The standard approach to densely reconstruct the motion in a volume of fluid is to inject high-contrast tracer particles and record their motion with multiple high-speed cameras. Almost all existing work processes the acquired multi-view video in two separate steps, utilizing either a pure Eulerian or pure Lagrangian approach. Eulerian methods perform a voxel-based reconstruction of particles per time step, followed by 3D motion estimation, with some form of dense matching between the precomputed voxel grids from different time steps. In this sequential procedure, the first step cannot use temporal consistency considerations to support the reconstruction, while the second step has no access to the original, high-resolution image data. Alternatively, Lagrangian methods reconstruct an explicit, sparse set of particles and track the individual particles over time. Physical constraints can only be incorporated in a post-processing step when interpolating the particle tracks to a dense motion field. We show, for the first time, how to jointly reconstruct both the individual tracer particles and a dense 3D fluid motion field from the image data, using an integrated energy minimization. Our hybrid Lagrangian/Eulerian model reconstructs individual particles, and at the same time recovers a dense 3D motion field in the entire domain. Making particles explicit greatly reduces the memory consumption and allows one to use the high-resolution input images for matching. Whereas the dense motion field makes it possible to include physical a-priori constraints and account for the incompressibility and viscosity of the fluid. The method exhibits greatly ( $${\approx }\,70\%$$ ≈ 70 % ) improved results over our recently published baseline with two separate steps for 3D reconstruction and motion estimation.
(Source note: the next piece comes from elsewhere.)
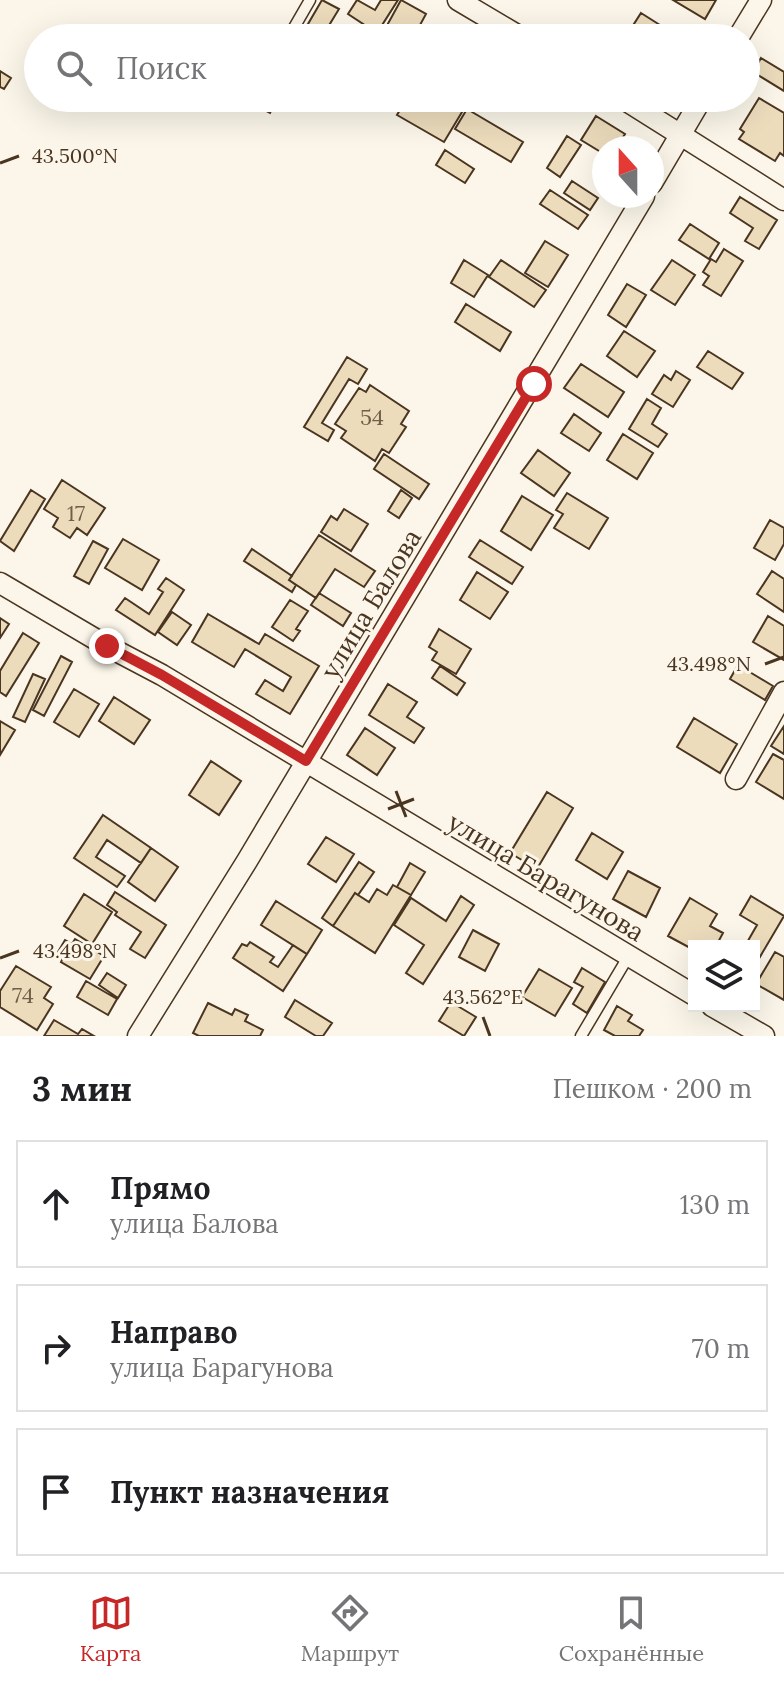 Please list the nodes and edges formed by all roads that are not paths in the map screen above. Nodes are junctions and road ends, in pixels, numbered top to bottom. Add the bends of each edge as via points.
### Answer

Our results with only two time steps are comparable to those of state-of-the-art tracking-based methods that require much longer sequences.

中文翻译：

---

具有集成粒子重建的 3D 流体流动估计

在大量流体中密集重建运动的标准方法是注入高对比度示踪粒子并用多个高速摄像机记录它们的运动。几乎所有现有工作都使用纯欧拉或纯拉格朗日方法分两个单独的步骤处理获取的多视图视频。欧拉方法对每个时间步长的粒子进行基于体素的重建，然后是 3D 运动估计，在不同时间步长的预计算体素网格之间进行某种形式的密集匹配。在这个顺序过程中，第一步不能使用时间一致性考虑来支持重建，而第二步无法访问原始的高分辨率图像数据。或者，拉格朗日方法重建一个明确的，稀疏的粒子集并随着时间的推移跟踪单个粒子。物理约束只能在将粒子轨迹内插到密集运动场时纳入后处理步骤。我们首次展示了如何使用集成能量最小化从图像数据中联合重建单个示踪粒子和密集的 3D 流体运动场。我们的混合拉格朗日/欧拉模型重建单个粒子，同时在整个域中恢复密集的 3D 运动场。使粒子显式大大减少了内存消耗，并允许使用高分辨率输入图像进行匹配。而密集运动场可以包括物理先验约束并考虑流体的不可压缩性和粘性。该方法通过两个单独的步骤进行 3D 重建和运动估计，比我们最近发布的基线表现出极大的（$${\approx }\,70\%$$ ≈ 70 %）改进的结果。我们只有两个时间步长的结果与需要更长序列的最先进的基于跟踪的方法的结果相当。